Dugaan Pelanggaran Hukum Agraria Dari sisi perusahaan, PTPN I Regional 8 diduga melanggar UU No. 5 Tahun 1960 tentang Peraturan Dasar Pokok-Pokok Agraria (UUPA), lantaran Hak Guna Usaha (HGU) yang dimiliki telah berakhir pada 9 Juli 2024.
Berdasarkan PP No. 40 Tahun 1996 Pasal 34 ayat (1), hak atas tanah otomatis hapus ketika jangka waktu HGU berakhir.
Dengan demikian, tanah tersebut seharusnya dikembalikan kepada negara untuk ditentukan status penggunaannya.
Yurisprudensi Putusan MA No. 342 K/Sip/1975 juga menegaskan, tanah dengan HGU yang sudah berakhir dapat dikembalikan kepada rakyat sebagai tanah adat atau melalui redistribusi tanah. Oleh karena itu, pemanfaatan lahan oleh PTPN setelah berakhirnya HGU dinilai tidak sah secara hukum agraria.
Selain itu dugaan Pelanggaran Hukum Kepolisian Dari sisi aparat, tindakan represif diduga bertentangan dengan UU No. 2 Tahun 2002 tentang Kepolisian Negara Republik Indonesia.
Pasal 13 menegaskan tugas pokok Polri adalah memelihara keamanan, menegakkan hukum, serta memberikan perlindungan dan pengayoman kepada masyarakat.
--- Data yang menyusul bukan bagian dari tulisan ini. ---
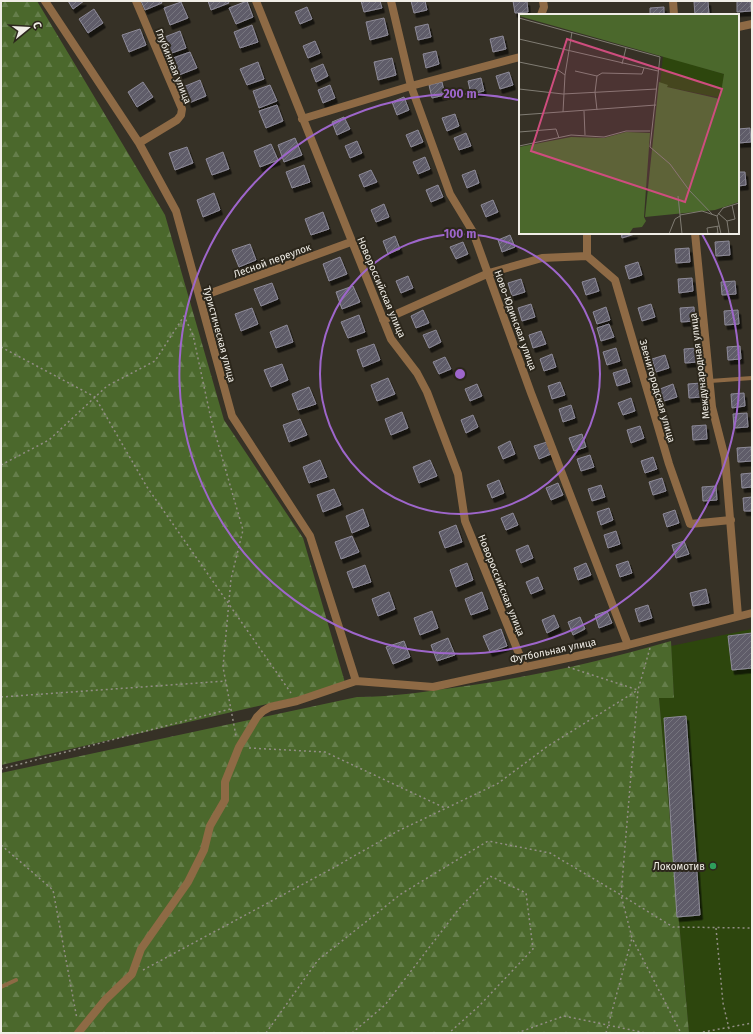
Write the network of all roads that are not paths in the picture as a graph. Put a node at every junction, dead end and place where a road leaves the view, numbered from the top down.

Lebih lanjut, Pasal 19 ayat (1) UU yang sama mewajibkan Polri menjunjung tinggi hak asasi manusia. Hal ini diperkuat oleh Peraturan Kapolri No. 8 Tahun 2009 yang melarang penggunaan kekerasan berlebihan terhadap warga sipil.
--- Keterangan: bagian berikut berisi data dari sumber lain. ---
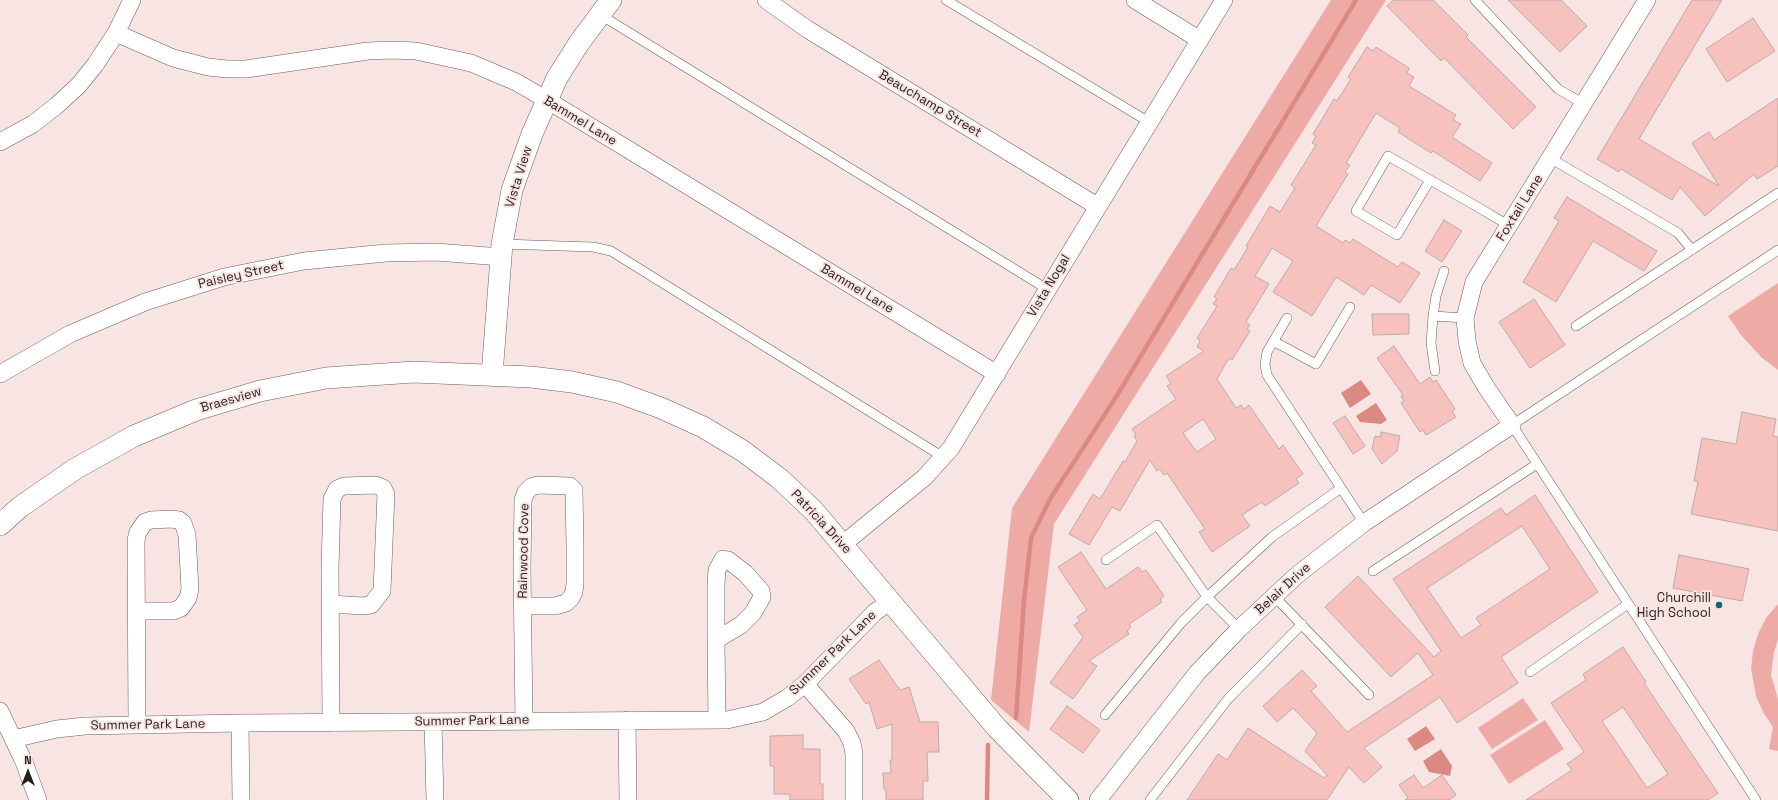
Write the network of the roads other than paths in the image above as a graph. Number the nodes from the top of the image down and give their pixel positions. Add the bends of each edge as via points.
1 (132, 0) edge
2 (766, 0) edge
3 (946, 0) edge
4 (1135, 0) edge
5 (1224, 0) edge
6 (1474, 0) edge
7 (1647, 0) edge
8 (605, 7) edge
9 (116, 33) junction
10 (1200, 40) junction
11 (547, 100) junction
12 (1584, 104) junction
13 (1148, 122) junction
14 (0, 142) edge
15 (1550, 158) junction
16 (1430, 180) junction
17 (1778, 193) edge
18 (1097, 206) junction
19 (1508, 225) junction
20 (502, 250) junction
21 (1692, 250) junction
22 (1778, 250) edge
23 (1444, 271) dead end
24 (1047, 290) junction
25 (1350, 307) dead end
26 (1433, 316) junction
27 (1287, 318) dead end
28 (1466, 318) junction
29 (1576, 326) dead end
30 (1273, 342) junction
31 (1435, 371) dead end
32 (0, 374) edge
33 (996, 374) junction
34 (492, 375) junction
35 (1512, 425) junction
36 (943, 456) junction
37 (1537, 464) junction
38 (1341, 488) junction
39 (1364, 523) junction
40 (0, 525) edge
41 (843, 544) junction
42 (1106, 560) dead end
43 (1373, 571) dead end
44 (1274, 596) junction
45 (1206, 597) junction
46 (890, 602) junction
47 (331, 604) junction
48 (1628, 604) junction
49 (523, 606) junction
50 (137, 611) junction
51 (1302, 624) junction
52 (1240, 629) junction
53 (716, 640) dead end
54 (1530, 672) dead end
55 (805, 684) junction
56 (1369, 695) dead end
57 (0, 711) edge
58 (1105, 714) dead end
59 (627, 720) junction
60 (717, 720) junction
61 (524, 721) junction
62 (433, 722) junction
63 (240, 723) junction
64 (331, 723) junction
65 (137, 725) junction
66 (12, 739) junction
67 (38, 800) edge
68 (241, 800) edge
69 (435, 800) edge
70 (628, 800) edge
71 (854, 800) edge
72 (1068, 800) edge
73 (1098, 800) edge
74 (1150, 800) edge
75 (1756, 800) edge

1 - 9 street
2 - 18 street, Beauchamp Street via 807,30
3 - 13 lane
4 - 10 street
5 - 10 street, Vista Nogal
6 - 12 lane via 1558,89
7 - 12 street, Foxtail Lane
8 - 11 street, Vista View via 557,78
8 - 24 lane
9 - 11 street, Bammel Lane via 173,58 196,65 227,69 246,69 368,51 416,51 471,63 516,82
9 - 14 street via 78,86 33,124
10 - 13 street, Vista Nogal
11 - 20 street, Vista View via 512,190
11 - 33 street, Bammel Lane
12 - 15 street, Foxtail Lane
13 - 18 street, Vista Nogal
15 - 19 street, Foxtail Lane
15 - 21 lane via 1678,234
16 - 16 lane via 1397,235 1356,211 1388,156
16 - 19 lane
17 - 21 lane
18 - 24 street, Vista Nogal
19 - 28 street, Foxtail Lane via 1474,282
20 - 32 street, Paisley Street via 386,253 304,261 224,277 145,302 70,334
20 - 34 street, Vista View
20 - 36 lane via 593,247 611,251
21 - 29 lane
22 - 35 lane
23 - 26 lane
24 - 33 street, Vista Nogal
25 - 30 lane via 1316,364
26 - 28 lane
26 - 31 lane via 1431,343
27 - 30 lane
28 - 35 street, Foxtail Lane via 1467,341 1472,363
30 - 38 lane via 1267,352 1267,375
33 - 36 street, Vista Nogal via 951,448
34 - 40 street, Braesview via 414,372 326,378 260,391 203,408 134,436 75,469 20,507
34 - 41 street, Patricia Drive via 572,382 617,392 703,427 743,451 780,479 814,511
35 - 37 lane
35 - 39 street, Belair Drive
36 - 41 street, Vista Nogal via 925,477
37 - 43 lane
37 - 48 lane
38 - 39 lane
38 - 45 lane via 1272,537
39 - 44 street, Belair Drive
41 - 46 street, Patricia Drive
42 - 45 lane via 1157,525
44 - 51 lane
44 - 52 street, Belair Drive
45 - 52 lane
45 - 58 lane
46 - 55 street, Summer Park Lane via 875,612
46 - 72 street, Patricia Drive via 997,728
47 - 47 street via 332,499 336,489 344,486 376,485 383,488 386,494 382,591 371,605
47 - 64 street
48 - 54 lane
48 - 75 lane
49 - 49 street, Rainwood Cove via 566,604 574,592 574,490 570,486 538,485 526,492 523,500
49 - 61 street, Rainwood Cove
50 - 50 street via 138,532 145,522 151,520 179,520 183,523 187,535 190,589 188,598 181,608
50 - 65 street
51 - 56 lane
51 - 74 lane via 1228,699
52 - 73 street, Belair Drive via 1197,673
53 - 60 street
55 - 60 street, Summer Park Lane via 763,712
55 - 71 street via 846,731 852,743
57 - 66 street
59 - 60 street, Summer Park Lane
59 - 61 street, Summer Park Lane
59 - 70 street
61 - 62 street, Summer Park Lane
62 - 64 street, Summer Park Lane
62 - 69 street
63 - 64 street, Summer Park Lane
63 - 65 street, Summer Park Lane
63 - 68 street
65 - 66 street, Summer Park Lane via 64,728
66 - 67 street via 24,762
Dugaan Pelanggaran HAM dan Konstitusi Dari sisi warga, terdapat dugaan pelanggaran terhadap UUD 1945 Pasal 28G ayat (1) yang menjamin hak setiap orang atas perlindungan diri pribadi, keluarga, kehormatan, martabat, dan harta benda.
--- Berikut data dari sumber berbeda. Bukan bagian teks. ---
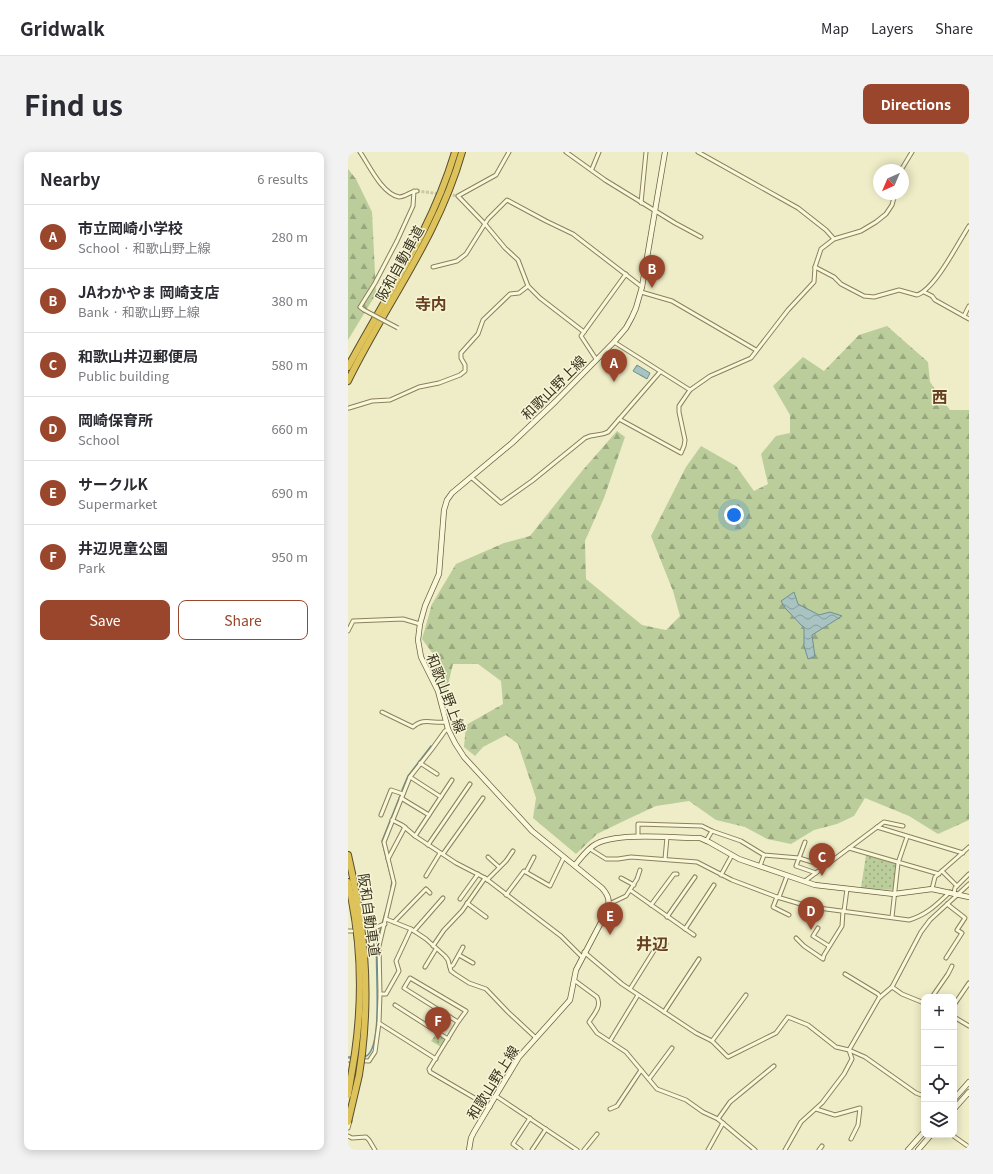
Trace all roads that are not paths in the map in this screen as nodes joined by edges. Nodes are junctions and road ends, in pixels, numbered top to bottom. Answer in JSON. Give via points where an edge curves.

Selain itu, UU No. 39 Tahun 1999 tentang Hak Asasi Manusia menegaskan dalam Pasal 33 bahwa setiap orang berhak memperoleh perlindungan dari penyiksaan atau perlakuan tidak manusiawi, sementara Pasal 36 menjamin hak masyarakat atas kepemilikan dan penguasaan tanah.
Dengan adanya dugaan pelanggaran hukum agraria, konstitusi, hingga HAM, SEMMI Cabang Takalar menegaskan akan terus mengawal kasus ini demi menegakkan keadilan bagi masyarakat terdampak. (*)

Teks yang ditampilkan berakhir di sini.